One of the more interesting developments in digital marketing is creating a game for people to play that advertises a product – otherwise known as “advergaming.”
It could be argued that any game with a licensed brand is a tool for advertising, but creating a game built solely around a brand with the sole intent to sell that brand is a relatively new development. The first high profile instance I can remember was in 2006 when Burger King made a series of Xbox games that they sold with their food. The games, as you can imagine, were terrible, probably on purpose (BK’s ad campaign back then really played up the weirdness) but they certainly succeeded in generating buzz about the brand and probably ended up selling some burgers.
Now as web applications become yet another marketing channel and social media is changing the advertising landscape, we are seeing a resurgence of advergaming.

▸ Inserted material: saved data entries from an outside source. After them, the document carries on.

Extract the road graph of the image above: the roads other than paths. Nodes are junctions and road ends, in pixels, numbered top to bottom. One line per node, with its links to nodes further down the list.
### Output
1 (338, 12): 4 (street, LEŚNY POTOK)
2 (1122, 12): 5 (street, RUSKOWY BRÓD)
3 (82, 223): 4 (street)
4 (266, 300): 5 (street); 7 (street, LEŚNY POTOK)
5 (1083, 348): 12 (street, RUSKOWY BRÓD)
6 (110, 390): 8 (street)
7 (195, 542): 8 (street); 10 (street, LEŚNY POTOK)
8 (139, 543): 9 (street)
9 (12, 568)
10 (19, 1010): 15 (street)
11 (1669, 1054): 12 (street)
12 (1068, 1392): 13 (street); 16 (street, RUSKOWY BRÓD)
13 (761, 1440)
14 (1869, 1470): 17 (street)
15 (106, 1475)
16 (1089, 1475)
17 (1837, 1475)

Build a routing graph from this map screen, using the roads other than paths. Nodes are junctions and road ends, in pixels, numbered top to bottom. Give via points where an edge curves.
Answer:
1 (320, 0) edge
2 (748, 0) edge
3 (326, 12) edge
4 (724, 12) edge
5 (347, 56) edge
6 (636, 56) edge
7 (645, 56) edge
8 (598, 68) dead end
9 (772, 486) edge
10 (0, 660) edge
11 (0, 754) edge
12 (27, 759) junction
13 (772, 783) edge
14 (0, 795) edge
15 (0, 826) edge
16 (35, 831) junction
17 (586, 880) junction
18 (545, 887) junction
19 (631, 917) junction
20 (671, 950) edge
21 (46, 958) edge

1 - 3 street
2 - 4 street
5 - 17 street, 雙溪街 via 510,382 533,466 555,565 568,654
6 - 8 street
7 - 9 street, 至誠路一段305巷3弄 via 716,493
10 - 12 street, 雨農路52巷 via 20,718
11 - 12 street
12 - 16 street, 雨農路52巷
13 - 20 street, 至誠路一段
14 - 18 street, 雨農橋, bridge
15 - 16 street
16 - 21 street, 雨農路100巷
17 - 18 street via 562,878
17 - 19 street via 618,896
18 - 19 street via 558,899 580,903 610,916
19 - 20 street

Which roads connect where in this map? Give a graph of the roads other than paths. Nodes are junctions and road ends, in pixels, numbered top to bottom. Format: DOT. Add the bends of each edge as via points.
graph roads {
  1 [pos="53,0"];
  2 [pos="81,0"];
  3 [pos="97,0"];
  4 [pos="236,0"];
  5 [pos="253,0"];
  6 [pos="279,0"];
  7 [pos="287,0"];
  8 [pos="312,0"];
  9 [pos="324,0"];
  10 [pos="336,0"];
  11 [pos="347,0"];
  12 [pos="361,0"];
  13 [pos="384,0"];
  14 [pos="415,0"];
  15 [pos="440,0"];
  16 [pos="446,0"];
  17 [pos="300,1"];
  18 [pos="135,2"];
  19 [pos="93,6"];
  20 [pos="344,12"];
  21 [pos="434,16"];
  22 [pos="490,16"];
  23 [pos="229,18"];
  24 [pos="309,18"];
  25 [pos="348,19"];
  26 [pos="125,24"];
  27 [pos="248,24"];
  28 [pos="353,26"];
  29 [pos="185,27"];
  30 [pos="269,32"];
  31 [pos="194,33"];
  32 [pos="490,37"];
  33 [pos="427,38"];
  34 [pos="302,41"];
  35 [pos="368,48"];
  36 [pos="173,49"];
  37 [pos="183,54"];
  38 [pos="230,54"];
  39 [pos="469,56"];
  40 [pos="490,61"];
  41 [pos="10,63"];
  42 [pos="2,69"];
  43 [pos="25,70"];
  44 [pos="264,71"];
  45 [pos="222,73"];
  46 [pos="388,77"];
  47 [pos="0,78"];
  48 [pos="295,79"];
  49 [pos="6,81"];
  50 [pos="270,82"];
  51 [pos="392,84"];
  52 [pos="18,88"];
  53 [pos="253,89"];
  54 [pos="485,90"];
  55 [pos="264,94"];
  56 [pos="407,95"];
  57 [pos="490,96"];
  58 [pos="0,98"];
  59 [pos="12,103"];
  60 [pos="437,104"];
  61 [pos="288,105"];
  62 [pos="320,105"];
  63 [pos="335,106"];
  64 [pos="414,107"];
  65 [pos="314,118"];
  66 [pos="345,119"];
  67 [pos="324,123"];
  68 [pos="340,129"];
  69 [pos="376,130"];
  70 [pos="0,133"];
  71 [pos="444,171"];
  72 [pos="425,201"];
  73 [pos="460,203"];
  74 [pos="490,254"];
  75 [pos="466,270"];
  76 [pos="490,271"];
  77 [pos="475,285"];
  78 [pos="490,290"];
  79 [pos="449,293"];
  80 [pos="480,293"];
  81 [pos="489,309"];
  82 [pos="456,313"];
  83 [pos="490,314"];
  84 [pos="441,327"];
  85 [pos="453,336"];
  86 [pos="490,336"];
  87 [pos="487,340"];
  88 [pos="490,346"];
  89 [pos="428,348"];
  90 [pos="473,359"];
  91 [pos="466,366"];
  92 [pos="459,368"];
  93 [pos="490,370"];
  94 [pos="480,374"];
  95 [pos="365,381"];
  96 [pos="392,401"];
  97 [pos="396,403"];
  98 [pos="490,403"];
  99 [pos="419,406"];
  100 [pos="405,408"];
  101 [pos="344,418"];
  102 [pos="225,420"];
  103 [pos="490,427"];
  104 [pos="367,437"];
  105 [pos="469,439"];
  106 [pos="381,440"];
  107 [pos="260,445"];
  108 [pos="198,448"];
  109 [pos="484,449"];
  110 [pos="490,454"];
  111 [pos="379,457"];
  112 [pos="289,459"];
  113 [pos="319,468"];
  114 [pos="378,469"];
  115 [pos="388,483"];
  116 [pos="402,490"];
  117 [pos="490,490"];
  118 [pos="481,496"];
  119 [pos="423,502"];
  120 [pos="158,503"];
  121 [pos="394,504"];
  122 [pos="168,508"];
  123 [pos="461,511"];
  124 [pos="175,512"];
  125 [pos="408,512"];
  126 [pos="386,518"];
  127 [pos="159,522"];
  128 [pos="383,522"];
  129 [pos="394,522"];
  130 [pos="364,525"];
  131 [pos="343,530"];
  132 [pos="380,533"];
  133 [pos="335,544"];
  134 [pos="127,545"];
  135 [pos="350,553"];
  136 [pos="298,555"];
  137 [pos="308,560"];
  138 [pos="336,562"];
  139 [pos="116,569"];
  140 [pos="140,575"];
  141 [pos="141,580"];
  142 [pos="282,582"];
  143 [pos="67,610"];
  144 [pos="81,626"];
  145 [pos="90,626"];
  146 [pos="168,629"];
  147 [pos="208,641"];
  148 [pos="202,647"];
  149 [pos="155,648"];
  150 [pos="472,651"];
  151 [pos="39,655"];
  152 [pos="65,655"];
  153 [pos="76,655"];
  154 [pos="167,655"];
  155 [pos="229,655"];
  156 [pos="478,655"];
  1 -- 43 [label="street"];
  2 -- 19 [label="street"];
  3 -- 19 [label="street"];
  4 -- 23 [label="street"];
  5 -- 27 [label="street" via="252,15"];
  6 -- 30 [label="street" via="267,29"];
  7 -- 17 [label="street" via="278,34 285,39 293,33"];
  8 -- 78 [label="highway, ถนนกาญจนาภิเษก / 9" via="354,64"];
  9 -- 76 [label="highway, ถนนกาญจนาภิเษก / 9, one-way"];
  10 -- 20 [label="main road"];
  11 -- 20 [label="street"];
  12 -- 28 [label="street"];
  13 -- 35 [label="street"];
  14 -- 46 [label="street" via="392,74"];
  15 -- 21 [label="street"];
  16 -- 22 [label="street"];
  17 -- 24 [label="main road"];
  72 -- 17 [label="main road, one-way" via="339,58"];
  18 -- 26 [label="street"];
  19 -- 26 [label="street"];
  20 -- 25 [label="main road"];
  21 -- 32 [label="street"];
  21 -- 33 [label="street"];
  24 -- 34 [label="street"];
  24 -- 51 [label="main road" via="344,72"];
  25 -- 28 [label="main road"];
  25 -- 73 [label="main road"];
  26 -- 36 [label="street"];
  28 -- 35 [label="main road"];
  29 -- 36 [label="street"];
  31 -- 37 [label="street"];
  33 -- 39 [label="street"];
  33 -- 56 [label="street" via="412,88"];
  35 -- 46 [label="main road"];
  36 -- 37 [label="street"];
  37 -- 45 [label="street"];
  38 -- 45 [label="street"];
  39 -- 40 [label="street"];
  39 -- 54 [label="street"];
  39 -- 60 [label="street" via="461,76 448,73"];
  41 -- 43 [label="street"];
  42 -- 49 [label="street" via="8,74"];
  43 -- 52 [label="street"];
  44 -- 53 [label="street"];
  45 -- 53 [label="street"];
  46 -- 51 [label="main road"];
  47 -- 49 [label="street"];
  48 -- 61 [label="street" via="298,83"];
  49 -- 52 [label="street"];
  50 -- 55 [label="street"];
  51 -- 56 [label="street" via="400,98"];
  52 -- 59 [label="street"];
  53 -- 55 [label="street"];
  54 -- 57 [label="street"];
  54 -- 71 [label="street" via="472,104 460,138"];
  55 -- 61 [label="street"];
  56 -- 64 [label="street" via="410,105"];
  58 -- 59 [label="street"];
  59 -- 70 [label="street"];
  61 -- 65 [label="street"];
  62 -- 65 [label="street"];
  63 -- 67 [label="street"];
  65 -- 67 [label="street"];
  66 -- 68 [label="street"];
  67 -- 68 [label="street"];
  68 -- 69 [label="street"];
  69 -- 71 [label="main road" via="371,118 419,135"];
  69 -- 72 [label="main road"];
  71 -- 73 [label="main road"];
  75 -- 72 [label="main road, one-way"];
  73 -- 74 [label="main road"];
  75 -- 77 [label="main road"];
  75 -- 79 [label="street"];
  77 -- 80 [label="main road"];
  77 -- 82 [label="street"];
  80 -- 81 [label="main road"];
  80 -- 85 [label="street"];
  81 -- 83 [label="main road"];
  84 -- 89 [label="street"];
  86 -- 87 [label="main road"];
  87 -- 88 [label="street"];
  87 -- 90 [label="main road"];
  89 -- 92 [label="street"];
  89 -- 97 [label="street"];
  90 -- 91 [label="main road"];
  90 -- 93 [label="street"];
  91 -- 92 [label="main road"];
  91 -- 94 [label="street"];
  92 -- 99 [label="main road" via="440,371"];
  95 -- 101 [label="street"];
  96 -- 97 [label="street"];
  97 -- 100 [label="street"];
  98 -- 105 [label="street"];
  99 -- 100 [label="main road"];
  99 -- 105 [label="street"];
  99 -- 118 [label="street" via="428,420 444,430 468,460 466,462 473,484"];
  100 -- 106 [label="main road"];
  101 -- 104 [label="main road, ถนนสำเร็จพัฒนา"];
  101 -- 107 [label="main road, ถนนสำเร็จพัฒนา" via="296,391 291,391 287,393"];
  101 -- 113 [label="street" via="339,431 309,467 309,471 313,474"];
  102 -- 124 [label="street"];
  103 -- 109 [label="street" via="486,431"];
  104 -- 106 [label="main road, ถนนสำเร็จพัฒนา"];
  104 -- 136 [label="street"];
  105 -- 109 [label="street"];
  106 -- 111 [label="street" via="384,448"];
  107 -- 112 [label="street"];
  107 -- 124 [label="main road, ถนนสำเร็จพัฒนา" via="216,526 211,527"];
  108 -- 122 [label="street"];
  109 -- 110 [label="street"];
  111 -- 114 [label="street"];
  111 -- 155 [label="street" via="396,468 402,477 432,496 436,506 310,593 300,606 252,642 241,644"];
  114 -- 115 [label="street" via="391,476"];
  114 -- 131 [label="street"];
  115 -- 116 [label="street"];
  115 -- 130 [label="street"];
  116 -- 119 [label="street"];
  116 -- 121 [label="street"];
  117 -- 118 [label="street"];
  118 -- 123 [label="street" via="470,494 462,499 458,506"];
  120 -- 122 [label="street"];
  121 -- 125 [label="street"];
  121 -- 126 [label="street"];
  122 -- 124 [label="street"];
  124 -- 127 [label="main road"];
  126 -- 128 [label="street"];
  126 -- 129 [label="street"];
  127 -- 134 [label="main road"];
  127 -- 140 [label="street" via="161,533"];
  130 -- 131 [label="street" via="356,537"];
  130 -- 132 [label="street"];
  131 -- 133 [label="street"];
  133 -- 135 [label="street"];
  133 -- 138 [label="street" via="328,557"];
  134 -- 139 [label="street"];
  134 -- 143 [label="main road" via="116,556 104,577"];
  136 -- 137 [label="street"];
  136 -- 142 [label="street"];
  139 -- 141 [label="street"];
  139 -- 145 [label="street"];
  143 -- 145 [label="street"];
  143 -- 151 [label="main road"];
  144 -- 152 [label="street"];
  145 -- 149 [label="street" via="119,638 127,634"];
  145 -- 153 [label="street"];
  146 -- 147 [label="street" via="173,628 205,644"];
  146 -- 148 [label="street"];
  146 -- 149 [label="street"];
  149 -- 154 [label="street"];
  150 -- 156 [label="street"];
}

The Hunger Games: The Game
Rock dwellers and mole-people will be excused from not having heard about the new phenomenon in teen literature. The Hunger Games series by Suzanne Collins has Twilight-sized aspirations and gains credit from its fans as being an unflinching look at the humanity of children when placed in an ultra-rugged, death match setting. The social game is being developed NECA and seeks to harness the enthusiasm of fans in the context of the Facebook environment. The game will give users a chance to interact with the book’s characters with their own custom avatars. Given all the hype around the books and upcoming film, this looks like a winning strategy for pulling people into the theaters and spamming friends’ newsfeeds with updates and invites to play.
Workout in the Park
Of course, in the post-modern world, games are not just for kids. Self Magazine recently spent a bundle (read: mid six-figures) to develop an online game promoting their annual exercise challenge, Self Workout in the Park. The event has taken place in New York City and around the country for the last 19 years, but this will be the first attempt to promote the event through a social game a la Farmville and Words with Friends.
Hindsight is 20/20. From our perspective, making customer interactions with a product fun and entertaining is a no-brainer. Developing a positive association with consumers and enticing them back again and again is one of advertisings oldest credos. Advergaming is a perfect example of that and the viral nature of online social media gives a potentially global audience to those products, increasing their lifespan so players won’t ever reach the Game Over screen.